■ What the task requires ■
Please give back each line of the material unchanged, but without the images.

■ Data for analysis ■
#####

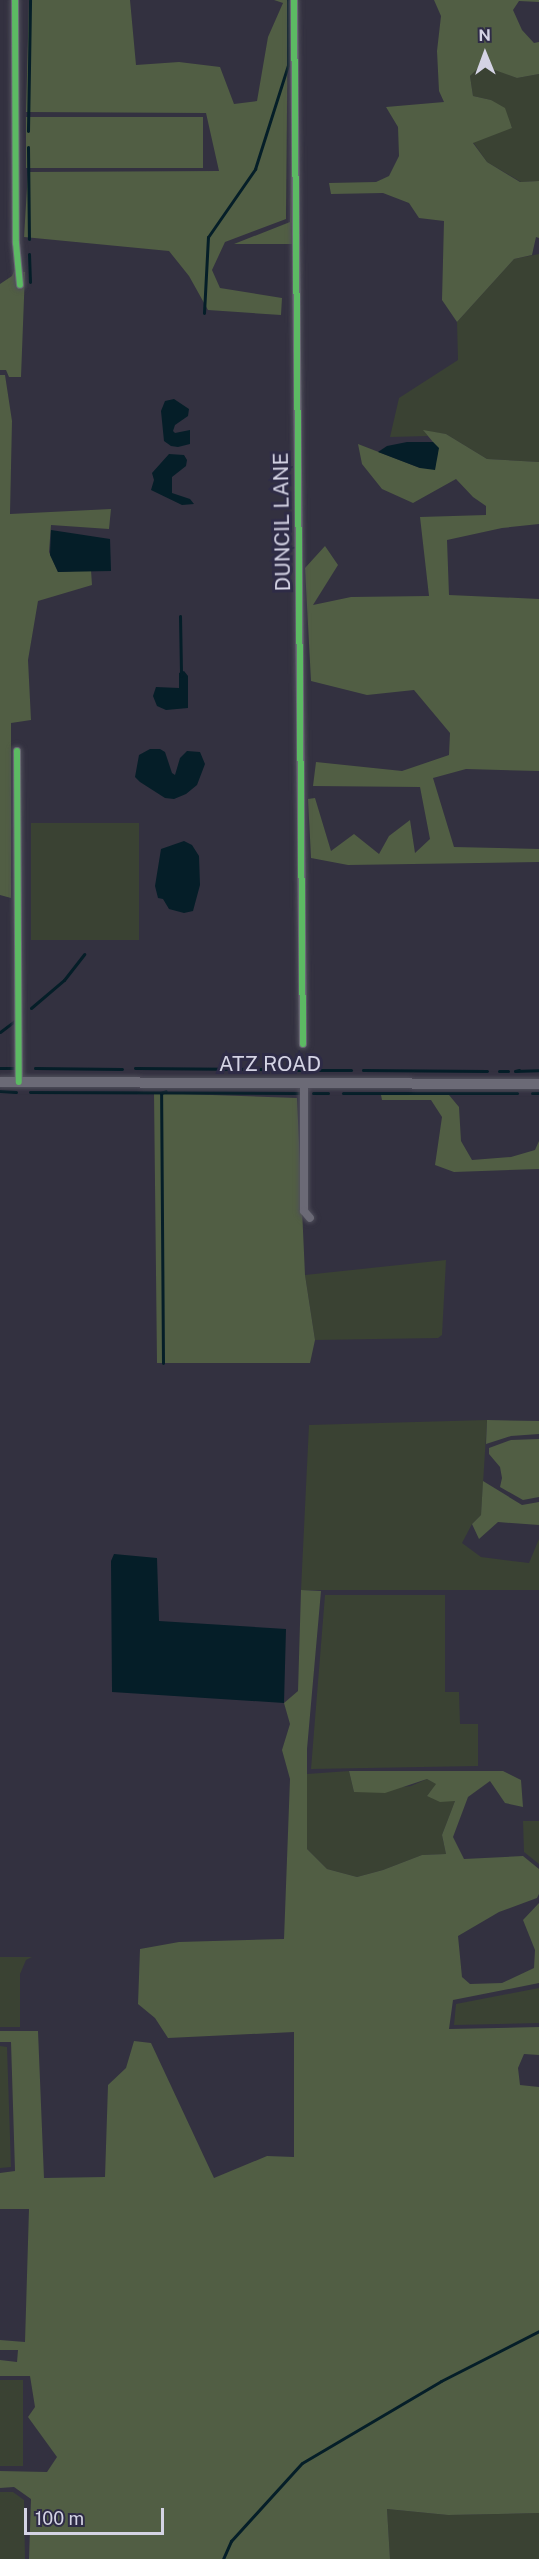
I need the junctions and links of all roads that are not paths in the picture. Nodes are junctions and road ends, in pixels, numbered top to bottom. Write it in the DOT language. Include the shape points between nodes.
graph roads {
  1 [pos="15,0"];
  2 [pos="294,0"];
  3 [pos="20,285"];
  4 [pos="17,751"];
  5 [pos="303,1044"];
  6 [pos="0,1082"];
  7 [pos="19,1082"];
  8 [pos="304,1084"];
  9 [pos="539,1084"];
  10 [pos="310,1218"];
  1 -- 3 [label="street" via="16,243"];
  2 -- 5 [label="street, DUNCIL LANE"];
  4 -- 7 [label="street"];
  6 -- 7 [label="street, ATZ ROAD"];
  7 -- 8 [label="street, ATZ ROAD"];
  8 -- 9 [label="street, ATZ ROAD"];
  8 -- 10 [label="street" via="304,1210"];
}
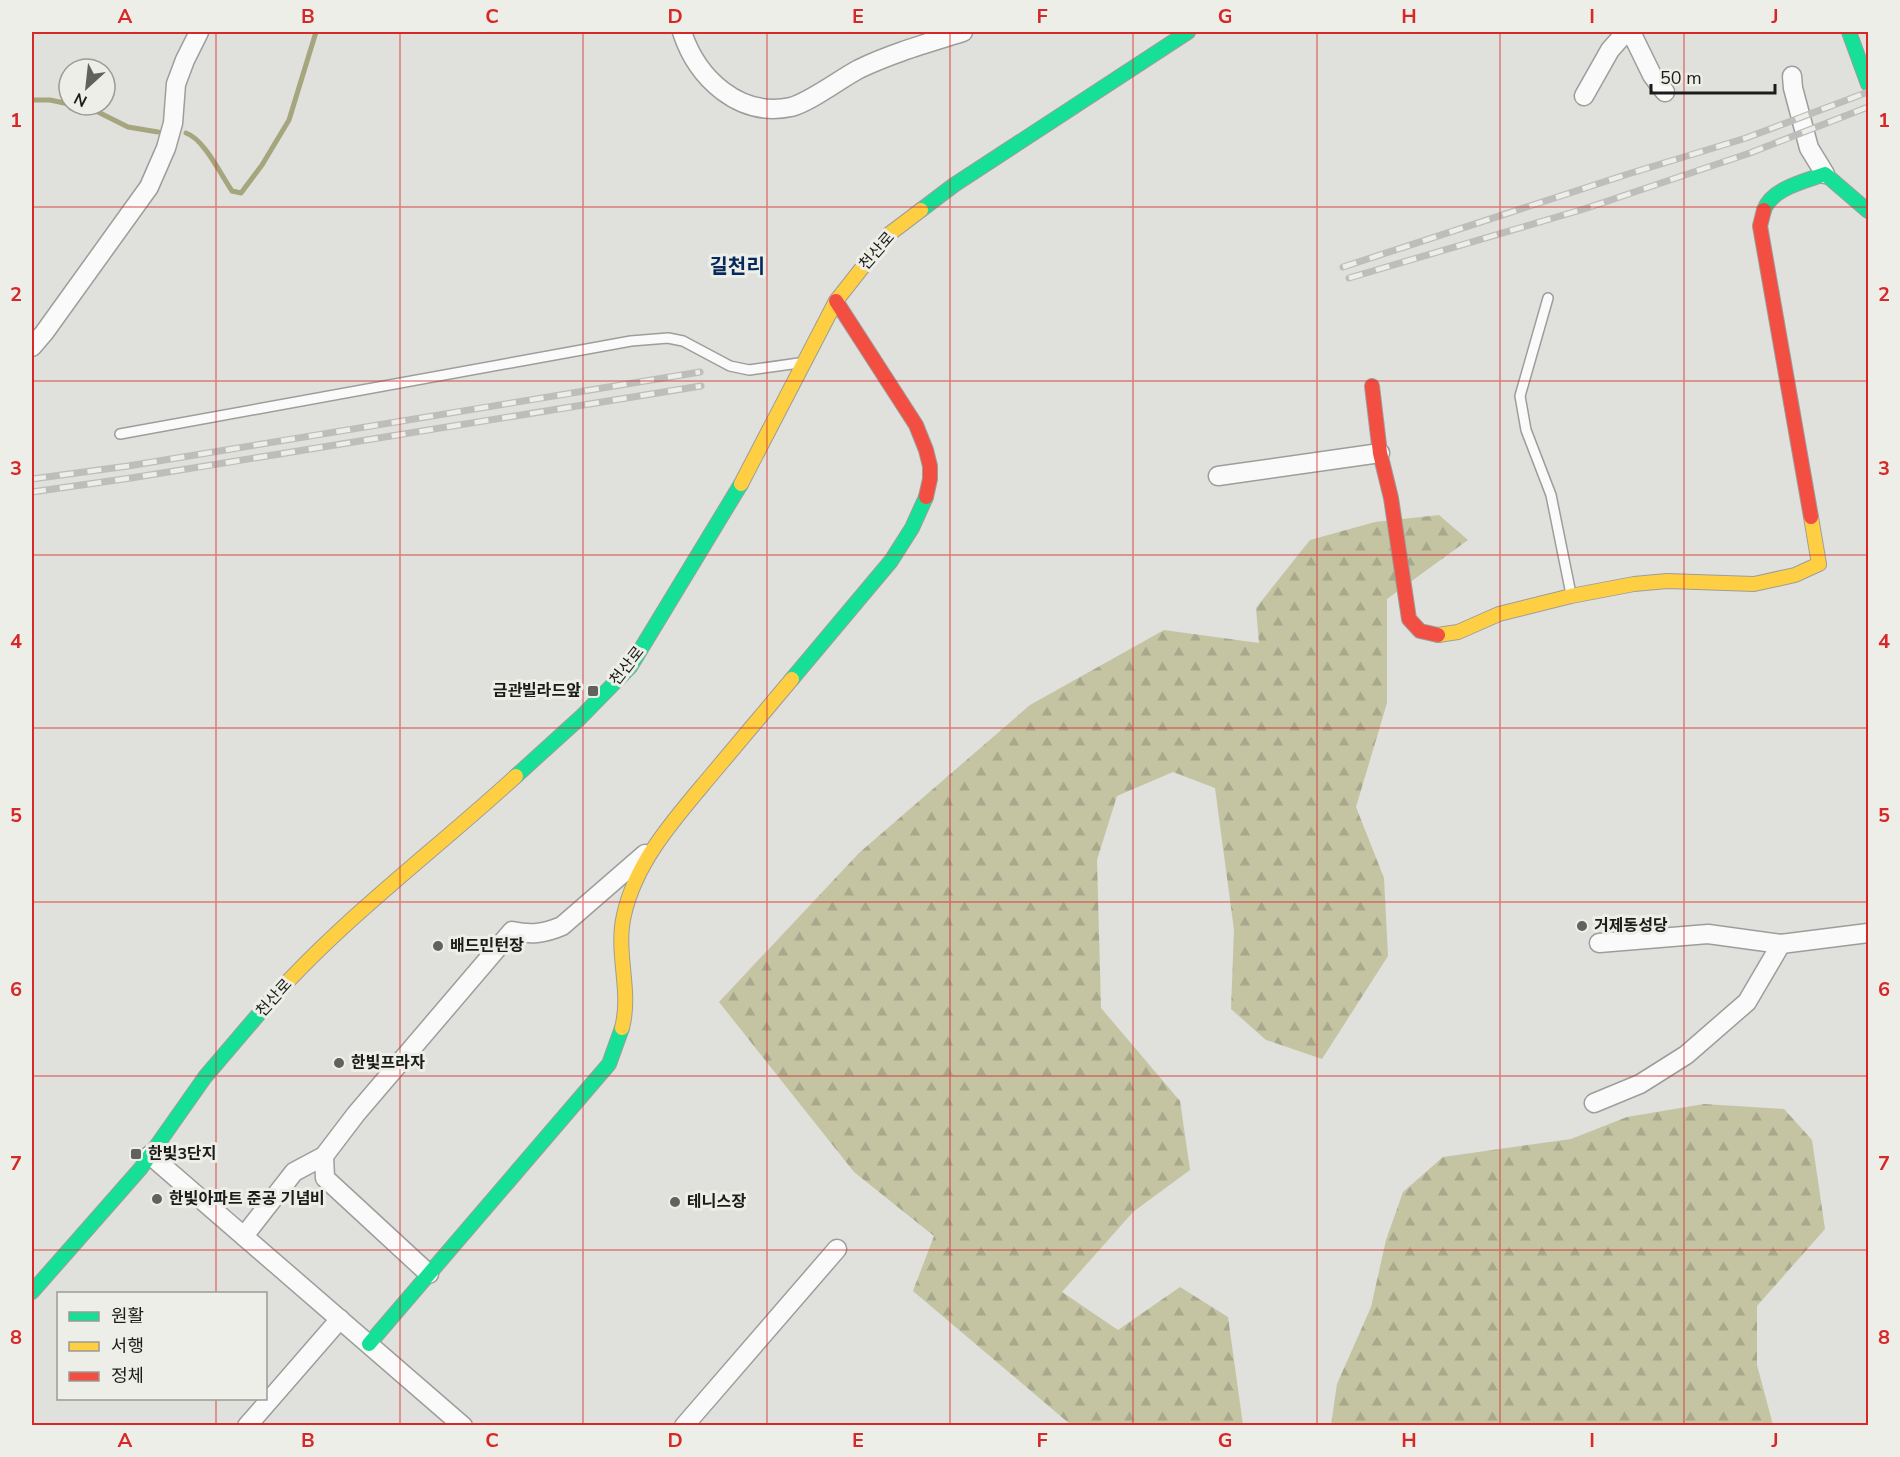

#####

■ Response to this exercise ■
I need the junctions and links of all roads that are not paths in the picture. Nodes are junctions and road ends, in pixels, numbered top to bottom. Write it in the DOT language. Include the shape points between nodes.
graph roads {
  1 [pos="15,0"];
  2 [pos="294,0"];
  3 [pos="20,285"];
  4 [pos="17,751"];
  5 [pos="303,1044"];
  6 [pos="0,1082"];
  7 [pos="19,1082"];
  8 [pos="304,1084"];
  9 [pos="539,1084"];
  10 [pos="310,1218"];
  1 -- 3 [label="street" via="16,243"];
  2 -- 5 [label="street, DUNCIL LANE"];
  4 -- 7 [label="street"];
  6 -- 7 [label="street, ATZ ROAD"];
  7 -- 8 [label="street, ATZ ROAD"];
  8 -- 9 [label="street, ATZ ROAD"];
  8 -- 10 [label="street" via="304,1210"];
}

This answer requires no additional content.